Here’s a quick run through of book innovations history to help frame the kindle:

  • Movable type – Gutenberg should be taken down a few hype notches. China had working presses for centuries before he was born (around 1000 AD). It just never took off, in part because written Chinese language has hundreds of characters, compared to Germans 26.
  • Gutenberg – Deserves credit for the Western, as in European, printing press. He made several very clever enhancements never seen before, but did not invent the book nor the press.  He was also not much of a philosophical hero or idea liberator – as best we can tell he was just a fine craftsman mostly failing to make a living printing bibles.
  • The invention of cheap paperback books, Penguin makes books cheap enough for the average citizen (1935). This was a revolution in the U.S. as in made books cheap, portable and part of middle and lower class culture.
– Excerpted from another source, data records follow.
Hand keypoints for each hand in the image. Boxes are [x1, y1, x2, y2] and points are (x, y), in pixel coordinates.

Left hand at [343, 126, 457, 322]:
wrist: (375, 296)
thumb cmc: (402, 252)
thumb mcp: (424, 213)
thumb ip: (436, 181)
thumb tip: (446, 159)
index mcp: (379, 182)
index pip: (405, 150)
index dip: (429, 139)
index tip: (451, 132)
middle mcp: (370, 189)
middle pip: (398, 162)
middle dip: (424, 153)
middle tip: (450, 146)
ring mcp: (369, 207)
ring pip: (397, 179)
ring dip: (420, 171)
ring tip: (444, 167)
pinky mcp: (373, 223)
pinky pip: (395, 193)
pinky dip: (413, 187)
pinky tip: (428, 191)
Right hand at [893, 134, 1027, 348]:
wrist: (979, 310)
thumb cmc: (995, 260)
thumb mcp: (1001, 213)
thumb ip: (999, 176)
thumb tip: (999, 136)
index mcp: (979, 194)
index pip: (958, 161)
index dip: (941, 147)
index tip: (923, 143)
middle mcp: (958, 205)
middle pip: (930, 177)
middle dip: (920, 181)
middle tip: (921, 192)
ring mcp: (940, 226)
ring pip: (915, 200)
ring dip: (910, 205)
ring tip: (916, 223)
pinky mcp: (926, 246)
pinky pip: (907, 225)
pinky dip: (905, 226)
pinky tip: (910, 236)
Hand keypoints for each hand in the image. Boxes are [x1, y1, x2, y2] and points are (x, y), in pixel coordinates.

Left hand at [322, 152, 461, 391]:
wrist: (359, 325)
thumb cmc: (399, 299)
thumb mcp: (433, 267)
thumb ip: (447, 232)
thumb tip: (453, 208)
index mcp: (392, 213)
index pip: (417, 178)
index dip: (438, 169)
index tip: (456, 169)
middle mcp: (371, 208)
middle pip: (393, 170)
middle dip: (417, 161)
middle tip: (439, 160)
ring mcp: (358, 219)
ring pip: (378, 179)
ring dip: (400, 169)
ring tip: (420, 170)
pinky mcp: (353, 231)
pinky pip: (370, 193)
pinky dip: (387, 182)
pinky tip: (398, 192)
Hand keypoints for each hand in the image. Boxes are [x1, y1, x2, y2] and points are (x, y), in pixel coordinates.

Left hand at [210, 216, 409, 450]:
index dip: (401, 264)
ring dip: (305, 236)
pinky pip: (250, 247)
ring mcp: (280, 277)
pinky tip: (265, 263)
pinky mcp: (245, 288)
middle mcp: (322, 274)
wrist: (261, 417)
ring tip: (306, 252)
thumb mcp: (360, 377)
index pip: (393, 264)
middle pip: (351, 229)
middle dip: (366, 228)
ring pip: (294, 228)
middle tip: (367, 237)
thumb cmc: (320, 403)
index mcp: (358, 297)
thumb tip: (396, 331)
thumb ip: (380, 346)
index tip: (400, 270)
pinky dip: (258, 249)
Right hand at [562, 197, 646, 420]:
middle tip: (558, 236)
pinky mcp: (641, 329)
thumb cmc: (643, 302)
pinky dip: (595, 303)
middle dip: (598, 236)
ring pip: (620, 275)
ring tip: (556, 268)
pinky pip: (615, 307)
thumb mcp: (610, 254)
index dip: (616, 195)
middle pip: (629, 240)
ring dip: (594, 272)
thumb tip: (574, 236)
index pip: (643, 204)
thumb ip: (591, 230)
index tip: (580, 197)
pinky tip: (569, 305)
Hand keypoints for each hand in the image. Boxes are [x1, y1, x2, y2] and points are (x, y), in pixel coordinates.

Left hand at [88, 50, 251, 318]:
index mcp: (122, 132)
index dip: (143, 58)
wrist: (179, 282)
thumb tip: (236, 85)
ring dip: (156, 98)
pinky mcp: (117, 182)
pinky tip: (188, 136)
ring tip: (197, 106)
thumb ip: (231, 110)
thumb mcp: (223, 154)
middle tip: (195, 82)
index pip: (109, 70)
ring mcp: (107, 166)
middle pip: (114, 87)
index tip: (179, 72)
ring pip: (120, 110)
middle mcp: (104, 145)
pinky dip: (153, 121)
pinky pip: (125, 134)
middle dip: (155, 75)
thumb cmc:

If anything I think paperback books are the best comparison as they were a revolution in distribution, access, convenience and portability much like the Kindle is. They also revolutionized the business model for authors, publishers and bookstores, much like Kindle will if it’s success continues.

10 Responses to “The Kindle’s place in Innovation history”

  1. Kai

    Another country heard from… “Guttenberg should be taken down a few hype notches.” Indeed, he’s only the German Minister for Economics and Technology. So, yeah: “Why drag Guttenberg into this yet again?” 573 years and one “t” separate him from some guy who’s credited with being the first European to use movable type printing. – It DOES sound funny to your German audience… ;-)

  2. Kerry

    Guttenberg is still not fixed everywhere ;-)

    I’m waiting to see what Apple comes up with in this space…

  3. Maxim

    I think Kindle’s biggest merit is that it brought public attention to ebook readers. Before Kindle very few people knew or heard about them.

    Amazon did amazing job nurturing market at it’s very early stage by making it widely known and easy to use, but we are still not quite at “ebook revolution” (we are coming closer though).

  4. Scott Berkun

    Maxim: You might be right. Innovation history isn’t kind to products that played similiar “first on the map” roles. Xerox Star, Creative Labs MP3 player, and on it goes.

    But of course there are many factors involved other than how early in the world’s awareness a product is released.

    And often the first well known entrants don’t come from big players like

  5. Scott Berkun

    Bill: One argument that comes up now and then is that the Protestant reformation’s shift away from priests and to the bible, allowing individuals to read the bible themselves, played a critical role in literacy.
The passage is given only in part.